The answer must consist of each line below that contains the word "Schönaustrasse", copied in full.

▸ **DATA UNDER STUDY**
● ● ●
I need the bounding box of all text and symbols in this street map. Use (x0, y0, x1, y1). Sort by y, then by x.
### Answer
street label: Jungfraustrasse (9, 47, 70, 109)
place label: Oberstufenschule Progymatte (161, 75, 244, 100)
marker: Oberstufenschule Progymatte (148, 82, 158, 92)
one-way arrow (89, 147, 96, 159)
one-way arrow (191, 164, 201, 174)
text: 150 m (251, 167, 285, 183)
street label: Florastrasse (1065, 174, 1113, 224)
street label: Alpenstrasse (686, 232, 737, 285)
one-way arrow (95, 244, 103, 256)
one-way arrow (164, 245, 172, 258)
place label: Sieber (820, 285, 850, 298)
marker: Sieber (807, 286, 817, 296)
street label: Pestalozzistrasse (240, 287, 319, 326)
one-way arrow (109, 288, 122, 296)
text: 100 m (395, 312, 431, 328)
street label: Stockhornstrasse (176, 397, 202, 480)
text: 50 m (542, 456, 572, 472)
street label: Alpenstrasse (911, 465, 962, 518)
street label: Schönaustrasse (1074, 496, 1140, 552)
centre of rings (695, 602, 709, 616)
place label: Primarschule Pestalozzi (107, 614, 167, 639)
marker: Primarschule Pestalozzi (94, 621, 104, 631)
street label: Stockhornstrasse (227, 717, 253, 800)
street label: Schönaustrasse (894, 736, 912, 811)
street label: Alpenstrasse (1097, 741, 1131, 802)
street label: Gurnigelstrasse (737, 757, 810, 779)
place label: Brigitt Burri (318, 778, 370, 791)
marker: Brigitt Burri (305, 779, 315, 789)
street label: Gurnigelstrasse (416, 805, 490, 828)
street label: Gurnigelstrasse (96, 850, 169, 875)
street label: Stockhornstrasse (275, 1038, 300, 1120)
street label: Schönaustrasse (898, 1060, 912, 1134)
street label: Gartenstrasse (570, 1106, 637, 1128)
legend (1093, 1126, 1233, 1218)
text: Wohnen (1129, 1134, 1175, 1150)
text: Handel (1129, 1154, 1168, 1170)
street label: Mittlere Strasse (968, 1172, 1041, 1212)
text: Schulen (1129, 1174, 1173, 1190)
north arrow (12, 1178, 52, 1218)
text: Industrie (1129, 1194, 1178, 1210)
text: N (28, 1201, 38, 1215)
● ● ●
▸ **SOLUTION FOR THIS PROBLEM**
street label: Schönaustrasse (1074, 496, 1140, 552)
street label: Schönaustrasse (894, 736, 912, 811)
street label: Schönaustrasse (898, 1060, 912, 1134)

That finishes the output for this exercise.